▶ _ACTIVITY_:
Look through the data and write out every line with the word "Left" in it.

[Saved data entries]
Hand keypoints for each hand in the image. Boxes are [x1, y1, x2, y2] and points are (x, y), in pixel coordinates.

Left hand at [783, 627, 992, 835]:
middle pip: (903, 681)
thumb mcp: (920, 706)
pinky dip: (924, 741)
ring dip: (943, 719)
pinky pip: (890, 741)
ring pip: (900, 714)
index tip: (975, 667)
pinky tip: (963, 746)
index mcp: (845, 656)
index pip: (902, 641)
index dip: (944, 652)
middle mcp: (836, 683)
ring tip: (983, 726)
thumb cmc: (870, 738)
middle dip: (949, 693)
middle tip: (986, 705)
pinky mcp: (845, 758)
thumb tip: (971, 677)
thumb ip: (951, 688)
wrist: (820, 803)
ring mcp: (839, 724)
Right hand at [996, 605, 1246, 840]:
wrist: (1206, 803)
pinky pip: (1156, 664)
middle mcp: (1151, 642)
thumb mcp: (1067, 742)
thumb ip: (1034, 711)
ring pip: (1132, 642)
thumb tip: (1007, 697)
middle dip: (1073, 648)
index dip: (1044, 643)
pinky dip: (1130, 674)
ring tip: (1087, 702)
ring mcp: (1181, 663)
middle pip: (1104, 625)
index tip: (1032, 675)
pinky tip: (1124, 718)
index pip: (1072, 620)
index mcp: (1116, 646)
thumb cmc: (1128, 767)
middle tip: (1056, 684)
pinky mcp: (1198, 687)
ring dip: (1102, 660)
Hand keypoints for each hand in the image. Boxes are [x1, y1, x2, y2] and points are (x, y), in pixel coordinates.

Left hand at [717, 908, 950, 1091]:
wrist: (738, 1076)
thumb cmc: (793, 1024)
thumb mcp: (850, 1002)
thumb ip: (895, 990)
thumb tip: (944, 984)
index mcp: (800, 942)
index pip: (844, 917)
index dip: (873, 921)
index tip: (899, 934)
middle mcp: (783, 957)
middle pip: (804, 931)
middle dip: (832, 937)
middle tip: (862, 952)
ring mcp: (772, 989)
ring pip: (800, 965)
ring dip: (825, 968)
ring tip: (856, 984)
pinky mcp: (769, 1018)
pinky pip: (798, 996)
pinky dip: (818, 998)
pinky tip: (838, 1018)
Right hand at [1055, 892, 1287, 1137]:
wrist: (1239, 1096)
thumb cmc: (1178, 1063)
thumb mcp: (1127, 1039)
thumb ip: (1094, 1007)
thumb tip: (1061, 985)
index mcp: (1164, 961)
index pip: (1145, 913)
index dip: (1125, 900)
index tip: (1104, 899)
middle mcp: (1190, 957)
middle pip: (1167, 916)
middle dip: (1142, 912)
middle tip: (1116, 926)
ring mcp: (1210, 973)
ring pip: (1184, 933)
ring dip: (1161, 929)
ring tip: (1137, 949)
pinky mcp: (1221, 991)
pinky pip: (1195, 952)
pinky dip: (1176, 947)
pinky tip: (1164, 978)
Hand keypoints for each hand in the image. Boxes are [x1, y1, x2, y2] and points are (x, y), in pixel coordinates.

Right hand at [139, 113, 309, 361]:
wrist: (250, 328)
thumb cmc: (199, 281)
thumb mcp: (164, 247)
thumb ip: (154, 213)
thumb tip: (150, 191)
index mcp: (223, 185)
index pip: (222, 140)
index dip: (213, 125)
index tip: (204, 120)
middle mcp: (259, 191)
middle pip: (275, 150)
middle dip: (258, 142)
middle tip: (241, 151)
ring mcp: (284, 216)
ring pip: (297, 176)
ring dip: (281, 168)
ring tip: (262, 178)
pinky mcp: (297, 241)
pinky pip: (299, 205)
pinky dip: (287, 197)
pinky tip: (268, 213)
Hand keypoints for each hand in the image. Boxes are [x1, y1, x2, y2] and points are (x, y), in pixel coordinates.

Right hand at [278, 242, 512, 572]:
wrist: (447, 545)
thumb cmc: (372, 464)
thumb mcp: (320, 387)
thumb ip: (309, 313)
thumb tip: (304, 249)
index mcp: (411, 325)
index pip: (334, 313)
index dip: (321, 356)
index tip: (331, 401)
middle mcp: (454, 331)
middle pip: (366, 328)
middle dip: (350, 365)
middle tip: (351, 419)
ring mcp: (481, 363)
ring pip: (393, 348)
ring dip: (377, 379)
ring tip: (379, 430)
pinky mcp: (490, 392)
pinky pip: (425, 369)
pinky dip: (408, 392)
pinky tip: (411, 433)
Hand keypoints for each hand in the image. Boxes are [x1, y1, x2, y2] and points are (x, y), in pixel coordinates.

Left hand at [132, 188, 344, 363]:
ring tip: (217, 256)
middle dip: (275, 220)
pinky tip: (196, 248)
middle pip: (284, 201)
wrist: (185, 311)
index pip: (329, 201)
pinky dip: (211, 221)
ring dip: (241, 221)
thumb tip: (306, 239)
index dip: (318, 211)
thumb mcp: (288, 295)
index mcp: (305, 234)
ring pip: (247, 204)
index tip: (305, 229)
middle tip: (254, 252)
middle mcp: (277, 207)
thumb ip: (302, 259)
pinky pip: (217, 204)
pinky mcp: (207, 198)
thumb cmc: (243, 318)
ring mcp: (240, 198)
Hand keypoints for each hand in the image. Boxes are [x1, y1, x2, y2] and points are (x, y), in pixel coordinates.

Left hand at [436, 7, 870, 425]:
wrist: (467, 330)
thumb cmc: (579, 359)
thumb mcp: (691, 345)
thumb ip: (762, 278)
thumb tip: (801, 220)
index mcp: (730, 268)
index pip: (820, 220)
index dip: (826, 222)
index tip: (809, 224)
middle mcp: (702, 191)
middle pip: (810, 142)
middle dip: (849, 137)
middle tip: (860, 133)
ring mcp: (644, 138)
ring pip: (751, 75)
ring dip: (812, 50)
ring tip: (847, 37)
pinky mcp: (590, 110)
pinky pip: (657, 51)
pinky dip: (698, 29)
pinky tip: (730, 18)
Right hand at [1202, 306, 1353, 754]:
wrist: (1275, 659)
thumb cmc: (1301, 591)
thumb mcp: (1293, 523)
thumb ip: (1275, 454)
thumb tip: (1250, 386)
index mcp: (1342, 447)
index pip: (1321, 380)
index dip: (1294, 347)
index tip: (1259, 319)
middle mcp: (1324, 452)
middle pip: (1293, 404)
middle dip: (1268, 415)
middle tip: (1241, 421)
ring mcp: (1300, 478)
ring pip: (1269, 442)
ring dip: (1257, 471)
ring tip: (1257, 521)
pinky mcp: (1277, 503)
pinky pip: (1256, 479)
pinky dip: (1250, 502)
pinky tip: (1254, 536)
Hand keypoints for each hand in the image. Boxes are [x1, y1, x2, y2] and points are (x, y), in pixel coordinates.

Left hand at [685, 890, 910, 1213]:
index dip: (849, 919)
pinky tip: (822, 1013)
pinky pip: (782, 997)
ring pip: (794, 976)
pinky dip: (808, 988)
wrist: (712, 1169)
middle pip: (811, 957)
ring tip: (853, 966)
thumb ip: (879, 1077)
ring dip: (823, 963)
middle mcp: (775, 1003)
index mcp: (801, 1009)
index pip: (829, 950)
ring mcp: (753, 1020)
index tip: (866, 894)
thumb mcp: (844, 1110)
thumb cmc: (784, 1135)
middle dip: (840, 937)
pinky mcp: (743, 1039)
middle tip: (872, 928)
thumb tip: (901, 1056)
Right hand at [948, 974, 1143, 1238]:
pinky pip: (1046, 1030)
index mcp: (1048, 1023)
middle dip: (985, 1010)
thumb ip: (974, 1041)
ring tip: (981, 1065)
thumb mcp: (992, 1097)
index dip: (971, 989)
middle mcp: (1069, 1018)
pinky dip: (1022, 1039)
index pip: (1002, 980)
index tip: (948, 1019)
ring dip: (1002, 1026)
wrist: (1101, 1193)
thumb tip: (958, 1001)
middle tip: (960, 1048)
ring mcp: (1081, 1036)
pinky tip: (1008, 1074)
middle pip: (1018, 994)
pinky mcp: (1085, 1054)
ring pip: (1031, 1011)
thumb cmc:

▶ _PROBLEM SOLUTION_:
Left hand at [783, 627, 992, 835]:
Left hand at [717, 908, 950, 1091]:
Left hand at [132, 188, 344, 363]:
Left hand at [436, 7, 870, 425]:
Left hand at [685, 890, 910, 1213]:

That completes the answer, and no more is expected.